Hukum Adat Dayak: Suara Hati, Suara Tuhan dalam Perspektif Etika Deontologi dan Teleologi

Dayak, suara hati, baik, moral, etika, sosial, hukum, aturan, rumah panjang, komunal, deontologi, teleologi, Bentham, Kant

 

Hukum Adat Dayak: Suara Hati, Suara Tuhan dalam Perspektif Etika Deontologi dan Teleologi
Dahulu kala  tetua adat, kepala kampung, dan komunitas memahami norma-norma adat secara kolektif tanpa memerlukan dokumen tertulis. Ilustrasi : penulis.

PONTIANAK: DAYAK TODAY: Hukum Adat Dayak mengalami dinamika dari masa ke masa, mencerminkan adaptasi dan respons terhadap perubahan sosial, politik, dan hukum nasional. 

Sebelum tahun 1980-an, hukum adat bersifat lisan dan diwariskan melalui tradisi turun-temurun. 

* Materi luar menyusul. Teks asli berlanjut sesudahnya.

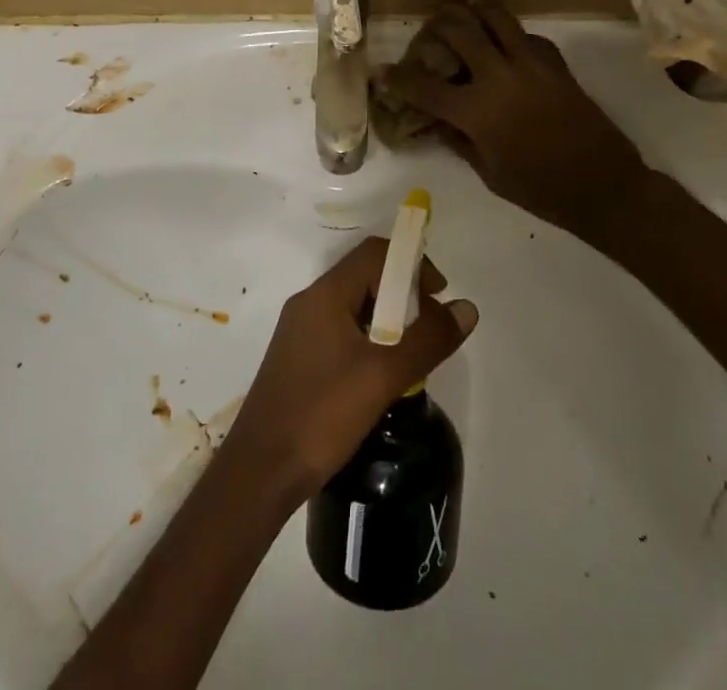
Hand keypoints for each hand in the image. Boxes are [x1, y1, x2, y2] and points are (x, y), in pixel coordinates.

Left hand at [226, 237, 477, 500]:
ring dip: (388, 319)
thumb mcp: (383, 376)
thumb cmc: (321, 415)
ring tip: (414, 352)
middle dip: (404, 293)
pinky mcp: (299, 359)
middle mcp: (310, 303)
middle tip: (432, 327)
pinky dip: (370, 338)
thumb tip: (467, 308)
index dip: (412, 265)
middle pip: (364, 276)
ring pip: (354, 306)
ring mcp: (301, 331)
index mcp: (325, 295)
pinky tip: (383, 375)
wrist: (259, 473)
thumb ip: (427, 339)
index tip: (440, 295)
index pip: (374, 254)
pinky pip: (341, 331)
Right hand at [387, 0, 653, 242]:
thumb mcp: (490, 174)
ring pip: (497, 18)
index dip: (399, 78)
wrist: (603, 186)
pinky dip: (512, 32)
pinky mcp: (557, 65)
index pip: (425, 87)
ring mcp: (531, 65)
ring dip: (475, 9)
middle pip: (459, 32)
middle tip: (429, 27)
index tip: (383, 70)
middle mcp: (499, 77)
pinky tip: (507, 39)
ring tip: (464, 6)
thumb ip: (460, 142)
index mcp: (477, 112)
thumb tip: (437, 122)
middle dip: (437, 25)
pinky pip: (529, 36)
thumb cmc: (540, 190)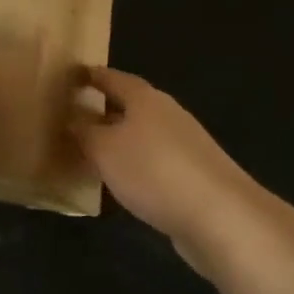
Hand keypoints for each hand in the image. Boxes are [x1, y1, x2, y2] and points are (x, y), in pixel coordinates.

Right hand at [72, 68, 260, 273]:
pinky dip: (136, 166)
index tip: (72, 76)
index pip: (113, 78)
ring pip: (143, 136)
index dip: (92, 76)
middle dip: (105, 110)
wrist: (221, 217)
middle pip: (131, 106)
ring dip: (120, 141)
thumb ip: (85, 132)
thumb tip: (72, 118)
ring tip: (92, 152)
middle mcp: (168, 115)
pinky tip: (123, 183)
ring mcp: (186, 146)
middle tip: (74, 117)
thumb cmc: (154, 170)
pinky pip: (155, 162)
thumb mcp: (105, 149)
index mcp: (146, 99)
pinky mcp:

Para tetua adat, kepala kampung, dan komunitas memahami norma-norma adat secara kolektif tanpa memerlukan dokumen tertulis. Keputusan dalam perkara adat didasarkan pada konsensus dan pengalaman kolektif dalam komunitas.

Baca FILSAFAT DAYAK

Namun, pasca 1980-an, terjadi upaya kodifikasi hukum adat di berbagai komunitas Dayak. Misalnya:

  • Dayak Kanayatn menerbitkan buku Hukum Adat Kanayatn, yang mengatur berbagai aspek kehidupan sosial dan sanksi adat.
  • Dayak Ngaju mengenal Singer, sebuah sistem hukum adat yang kemudian terdokumentasi dalam bentuk tertulis.
  • Dayak Jangkang, yang termasuk sub-rumpun Bidayuh, juga mengodifikasi hukum adat mereka dalam bentuk buku resmi.

Kodifikasi ini bertujuan untuk memastikan keberlanjutan hukum adat di tengah perkembangan zaman, terutama dalam menghadapi modernisasi dan interaksi dengan hukum negara.

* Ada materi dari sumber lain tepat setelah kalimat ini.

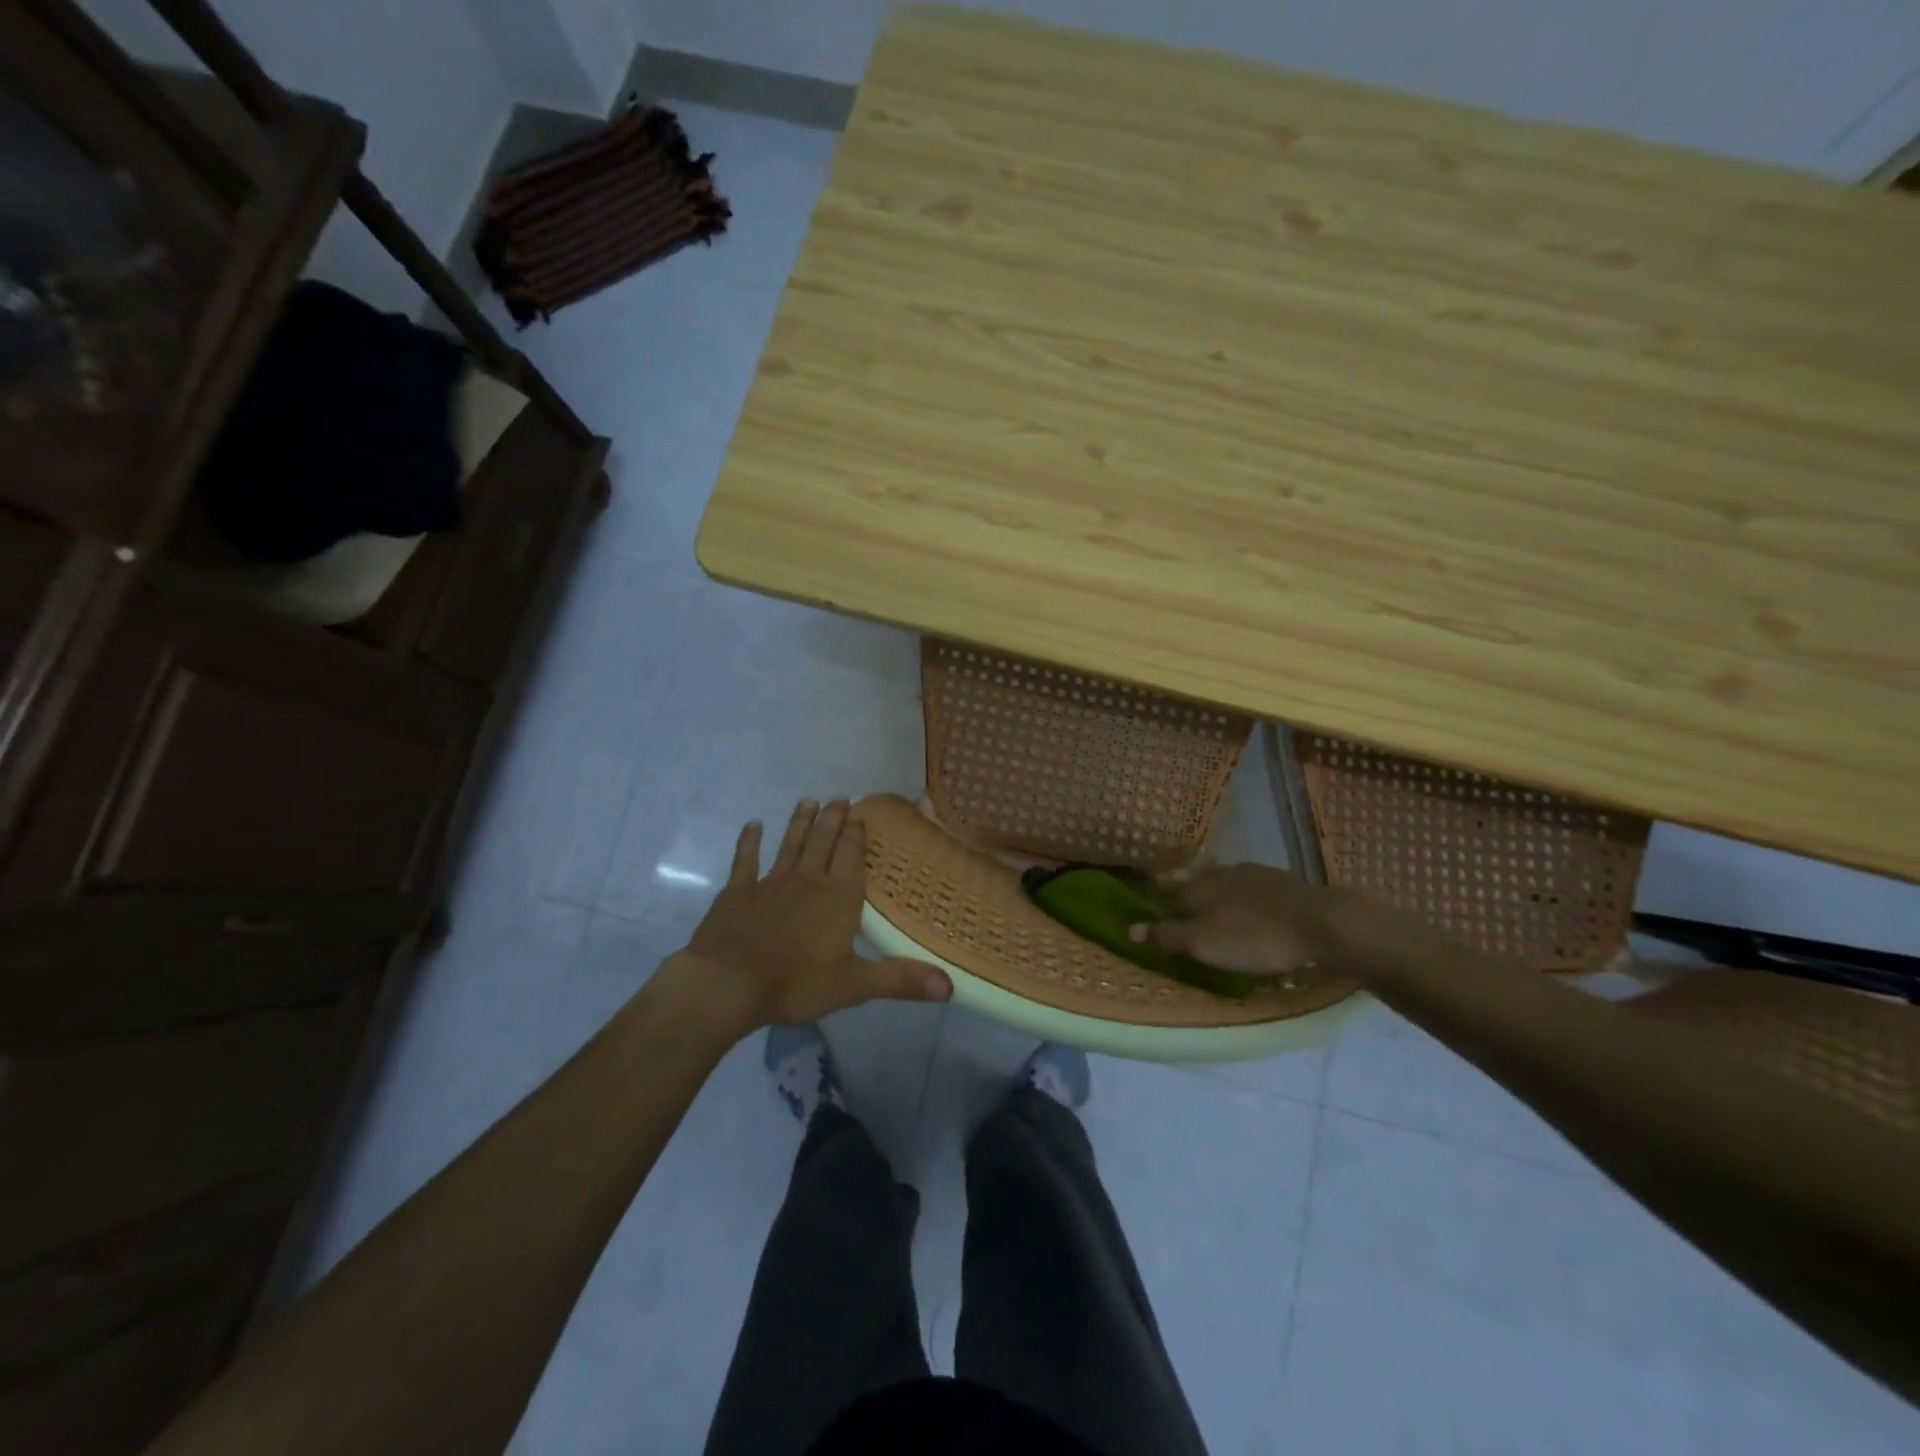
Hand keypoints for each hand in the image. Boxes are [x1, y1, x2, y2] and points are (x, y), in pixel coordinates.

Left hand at [662, 799, 950, 1034]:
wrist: (728, 983)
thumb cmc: (796, 983)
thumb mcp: (855, 985)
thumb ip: (901, 980)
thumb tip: (951, 986)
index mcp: (838, 898)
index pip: (851, 856)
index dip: (856, 834)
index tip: (860, 813)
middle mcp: (808, 881)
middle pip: (823, 842)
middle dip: (832, 819)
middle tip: (839, 797)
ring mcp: (770, 883)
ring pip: (790, 844)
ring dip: (799, 823)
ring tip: (807, 800)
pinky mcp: (737, 892)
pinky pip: (745, 861)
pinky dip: (749, 842)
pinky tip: (752, 825)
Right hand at [1127, 863, 1345, 974]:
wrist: (1320, 921)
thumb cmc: (1256, 938)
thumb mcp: (1206, 944)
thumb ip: (1168, 936)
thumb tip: (1129, 928)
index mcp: (1200, 890)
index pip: (1171, 888)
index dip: (1159, 890)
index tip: (1149, 887)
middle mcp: (1222, 876)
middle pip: (1195, 876)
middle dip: (1181, 879)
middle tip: (1170, 880)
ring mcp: (1254, 875)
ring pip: (1223, 874)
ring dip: (1211, 878)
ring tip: (1206, 883)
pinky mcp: (1282, 881)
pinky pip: (1250, 880)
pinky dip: (1241, 885)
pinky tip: (1249, 891)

Dayak yang baik tidak memerlukan hukum

Bagi orang Dayak yang hidup dengan baik dan berpegang teguh pada nilai-nilai adat, hukum sebenarnya tidak diperlukan. Prinsip utama yang dipegang teguh adalah “Suara Hati adalah Suara Tuhan”—sebuah keyakinan bahwa seseorang yang memiliki nurani yang bersih akan otomatis hidup dalam kebaikan tanpa perlu dikekang oleh aturan yang bersifat koersif.

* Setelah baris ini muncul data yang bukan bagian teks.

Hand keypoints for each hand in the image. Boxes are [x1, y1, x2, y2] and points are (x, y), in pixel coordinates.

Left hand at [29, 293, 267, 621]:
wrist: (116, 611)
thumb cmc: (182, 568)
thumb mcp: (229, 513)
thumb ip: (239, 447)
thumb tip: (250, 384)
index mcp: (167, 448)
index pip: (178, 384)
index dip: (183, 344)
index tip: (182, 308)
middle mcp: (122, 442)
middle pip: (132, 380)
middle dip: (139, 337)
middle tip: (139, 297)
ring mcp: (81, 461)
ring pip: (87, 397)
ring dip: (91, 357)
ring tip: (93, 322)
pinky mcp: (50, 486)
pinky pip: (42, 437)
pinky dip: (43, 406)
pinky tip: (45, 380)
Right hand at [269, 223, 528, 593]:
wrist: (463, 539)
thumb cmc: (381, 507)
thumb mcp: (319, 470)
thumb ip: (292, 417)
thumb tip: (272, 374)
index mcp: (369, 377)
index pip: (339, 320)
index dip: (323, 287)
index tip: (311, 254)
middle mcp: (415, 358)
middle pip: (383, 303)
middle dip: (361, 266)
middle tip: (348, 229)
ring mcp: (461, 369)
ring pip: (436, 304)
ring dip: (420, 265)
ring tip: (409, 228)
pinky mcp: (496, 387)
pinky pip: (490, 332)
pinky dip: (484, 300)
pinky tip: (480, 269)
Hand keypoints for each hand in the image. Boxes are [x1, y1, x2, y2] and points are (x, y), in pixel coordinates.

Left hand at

Baca Dayak Sukubangsa yang Jujur

Dalam kehidupan Rumah Panjang, sistem sosial Dayak secara alami menciptakan pengawasan dan aturan yang tidak tertulis. 

Di sinilah hukum sosial dan adat bekerja. Orang Dayak percaya bahwa manusia akan menjadi baik jika hidup dalam lingkungan yang baik. Rumah Panjang bukan sekadar tempat tinggal, tetapi juga sistem sosial yang membentuk karakter, di mana setiap individu bertanggung jawab atas dirinya dan komunitasnya.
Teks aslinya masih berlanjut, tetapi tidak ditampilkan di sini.